Stored dataset items:
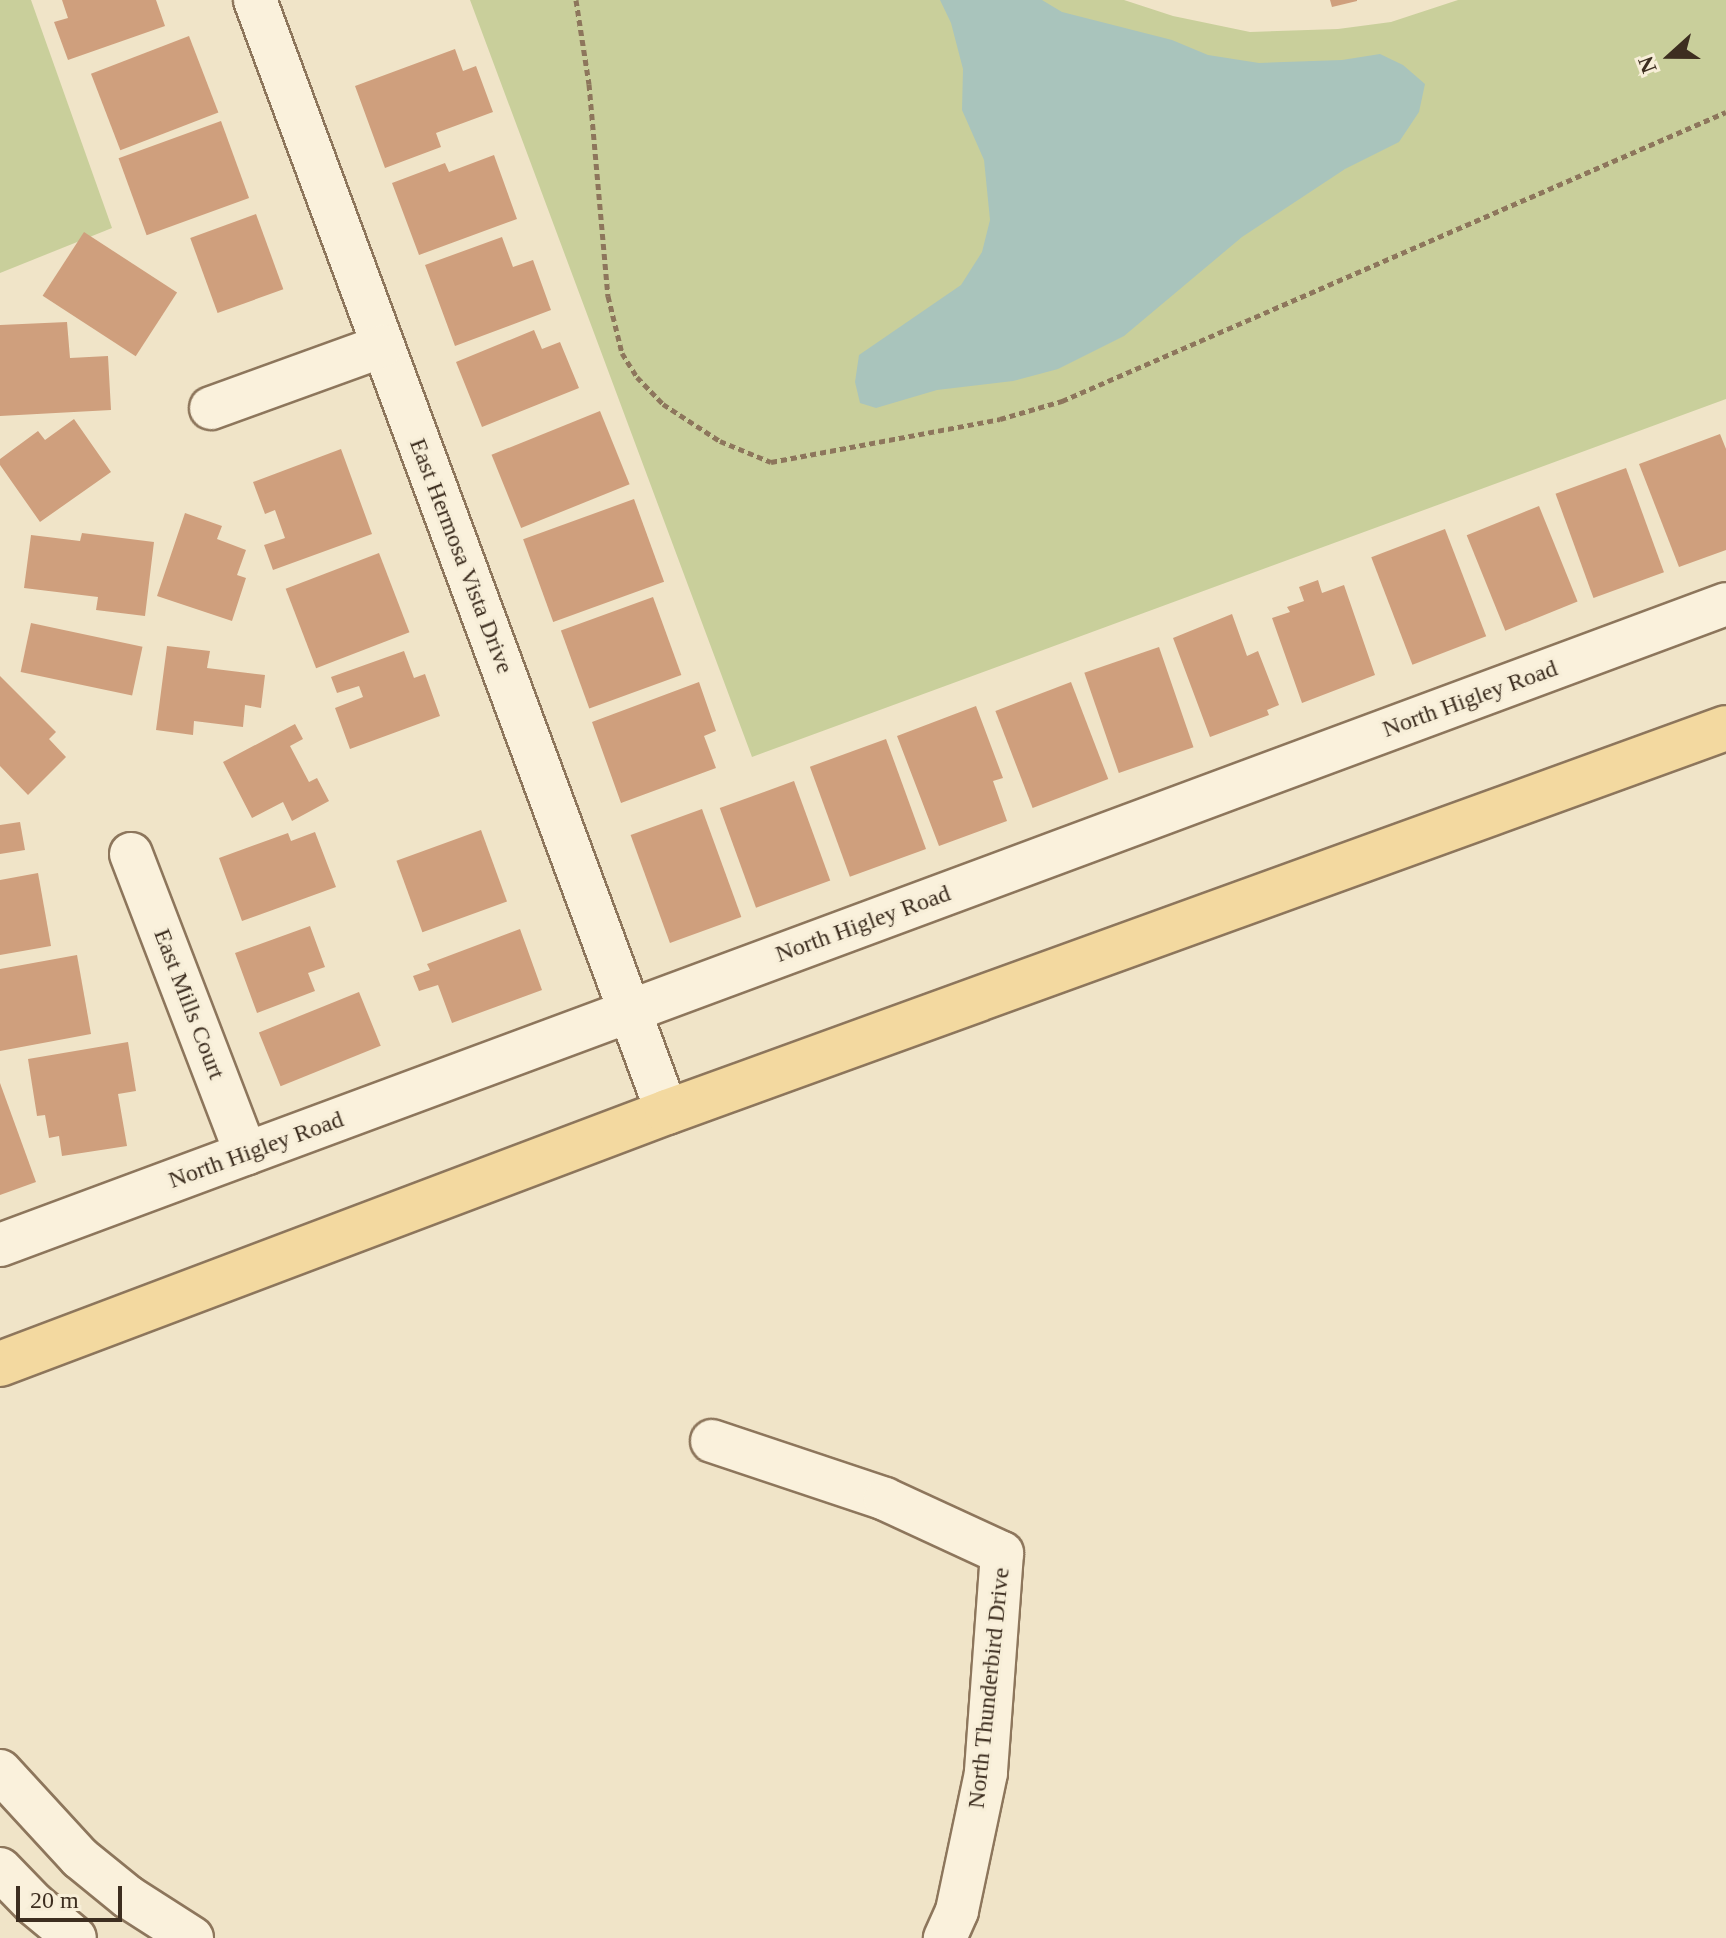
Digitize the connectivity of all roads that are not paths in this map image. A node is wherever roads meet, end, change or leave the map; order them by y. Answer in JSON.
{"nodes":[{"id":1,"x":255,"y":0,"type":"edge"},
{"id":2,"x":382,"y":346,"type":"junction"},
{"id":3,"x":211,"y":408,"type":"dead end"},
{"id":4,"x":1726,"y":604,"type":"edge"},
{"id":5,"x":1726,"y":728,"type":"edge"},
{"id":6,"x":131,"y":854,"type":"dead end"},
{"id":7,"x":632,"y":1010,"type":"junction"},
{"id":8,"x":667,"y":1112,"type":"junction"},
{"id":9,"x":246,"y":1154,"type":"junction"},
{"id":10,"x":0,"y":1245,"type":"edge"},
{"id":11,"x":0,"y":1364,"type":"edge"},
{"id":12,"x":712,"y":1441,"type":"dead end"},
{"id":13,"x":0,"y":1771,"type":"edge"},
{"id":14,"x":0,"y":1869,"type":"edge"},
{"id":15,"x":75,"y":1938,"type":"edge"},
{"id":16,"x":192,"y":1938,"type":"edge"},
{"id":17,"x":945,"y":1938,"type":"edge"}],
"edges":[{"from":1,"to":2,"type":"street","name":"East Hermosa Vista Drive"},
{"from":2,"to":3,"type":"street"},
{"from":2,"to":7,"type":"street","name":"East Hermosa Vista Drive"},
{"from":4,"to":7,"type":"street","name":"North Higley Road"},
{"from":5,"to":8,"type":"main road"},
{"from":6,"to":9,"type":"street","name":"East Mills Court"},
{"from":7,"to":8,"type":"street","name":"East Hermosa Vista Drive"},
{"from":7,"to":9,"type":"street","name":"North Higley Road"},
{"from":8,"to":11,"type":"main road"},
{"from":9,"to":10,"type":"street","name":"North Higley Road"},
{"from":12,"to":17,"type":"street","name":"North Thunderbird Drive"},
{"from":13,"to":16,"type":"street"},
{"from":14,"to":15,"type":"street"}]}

* * *

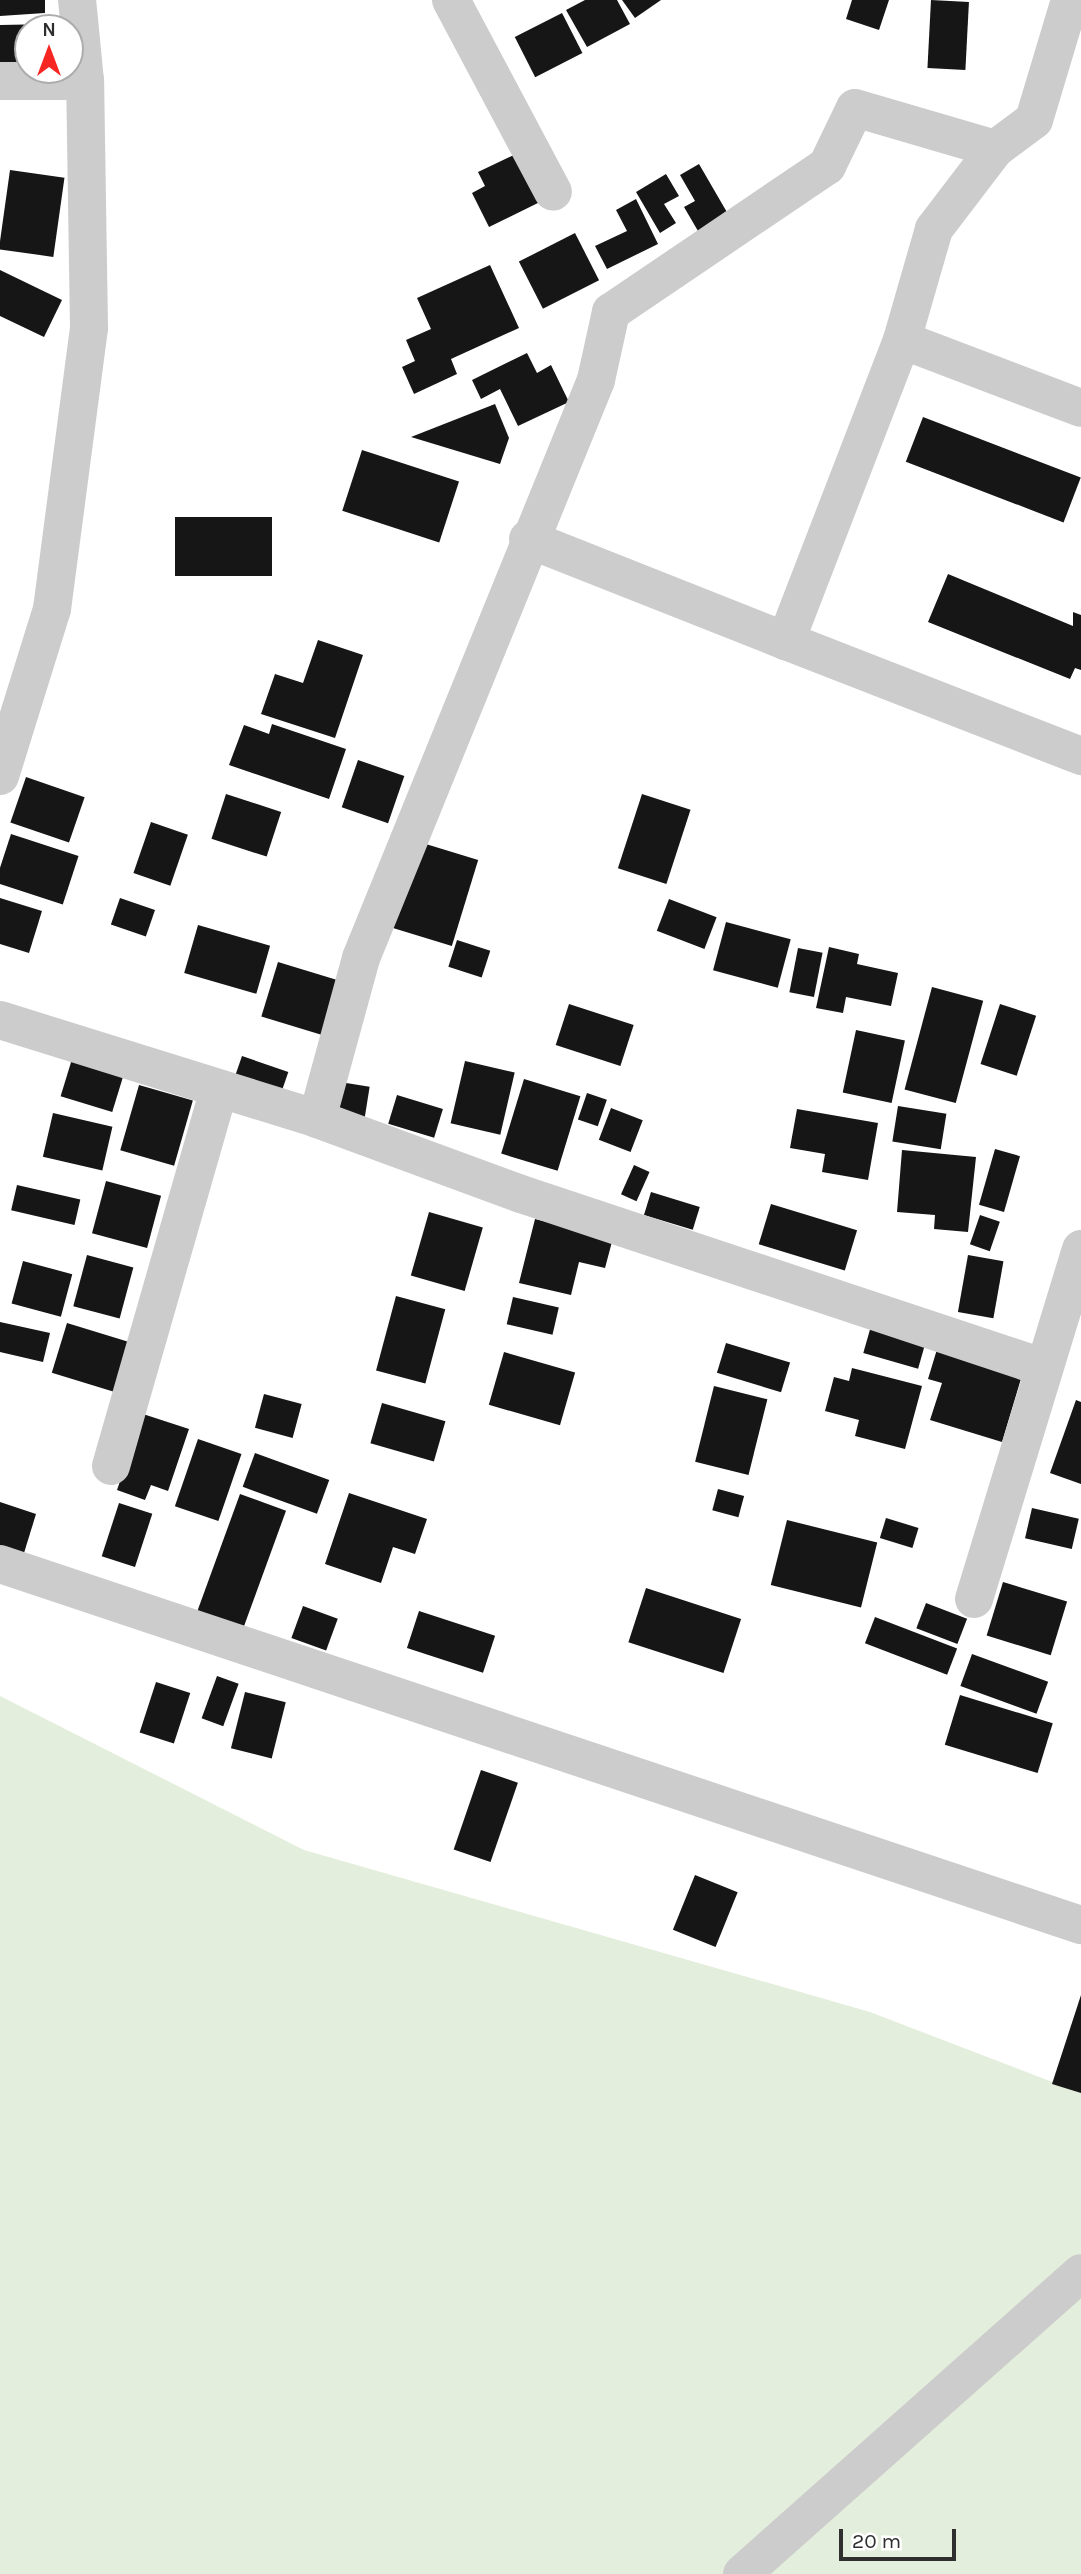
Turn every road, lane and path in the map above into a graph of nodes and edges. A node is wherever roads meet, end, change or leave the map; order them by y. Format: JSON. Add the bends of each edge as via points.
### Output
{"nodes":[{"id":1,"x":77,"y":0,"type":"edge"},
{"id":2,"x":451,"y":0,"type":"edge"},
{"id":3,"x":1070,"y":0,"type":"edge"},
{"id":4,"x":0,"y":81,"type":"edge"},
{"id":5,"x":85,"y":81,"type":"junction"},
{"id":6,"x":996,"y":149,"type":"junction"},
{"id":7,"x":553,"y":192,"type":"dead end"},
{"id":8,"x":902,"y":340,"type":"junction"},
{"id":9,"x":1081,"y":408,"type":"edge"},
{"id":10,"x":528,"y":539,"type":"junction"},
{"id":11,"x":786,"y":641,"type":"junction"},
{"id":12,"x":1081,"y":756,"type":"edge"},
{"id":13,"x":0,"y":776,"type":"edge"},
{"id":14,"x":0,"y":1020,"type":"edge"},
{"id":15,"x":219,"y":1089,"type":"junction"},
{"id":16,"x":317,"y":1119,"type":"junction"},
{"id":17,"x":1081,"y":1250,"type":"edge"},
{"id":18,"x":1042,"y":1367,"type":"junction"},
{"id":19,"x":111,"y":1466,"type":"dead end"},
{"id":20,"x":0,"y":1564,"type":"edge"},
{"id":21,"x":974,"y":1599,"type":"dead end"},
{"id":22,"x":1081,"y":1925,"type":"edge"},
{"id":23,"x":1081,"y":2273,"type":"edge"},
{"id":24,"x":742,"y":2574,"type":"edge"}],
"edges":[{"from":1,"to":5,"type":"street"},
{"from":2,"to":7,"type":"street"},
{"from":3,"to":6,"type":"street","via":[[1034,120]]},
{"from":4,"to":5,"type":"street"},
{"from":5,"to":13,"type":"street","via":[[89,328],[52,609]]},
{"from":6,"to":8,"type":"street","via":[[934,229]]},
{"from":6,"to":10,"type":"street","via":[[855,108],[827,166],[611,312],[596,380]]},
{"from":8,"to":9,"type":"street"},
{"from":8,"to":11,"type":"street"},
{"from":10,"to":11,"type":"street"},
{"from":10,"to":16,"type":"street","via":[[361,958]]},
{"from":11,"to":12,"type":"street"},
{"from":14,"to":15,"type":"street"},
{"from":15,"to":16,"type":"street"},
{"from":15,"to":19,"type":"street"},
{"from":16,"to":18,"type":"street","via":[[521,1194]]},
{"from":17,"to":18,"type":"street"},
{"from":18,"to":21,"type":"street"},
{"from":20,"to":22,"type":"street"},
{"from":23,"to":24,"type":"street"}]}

Task goal
What lines above contain the string "North"? Copy all of them.

Solution to this problem
{"from":4,"to":7,"type":"street","name":"North Higley Road"},
{"from":7,"to":9,"type":"street","name":"North Higley Road"},
{"from":9,"to":10,"type":"street","name":"North Higley Road"},
{"from":12,"to":17,"type":"street","name":"North Thunderbird Drive"},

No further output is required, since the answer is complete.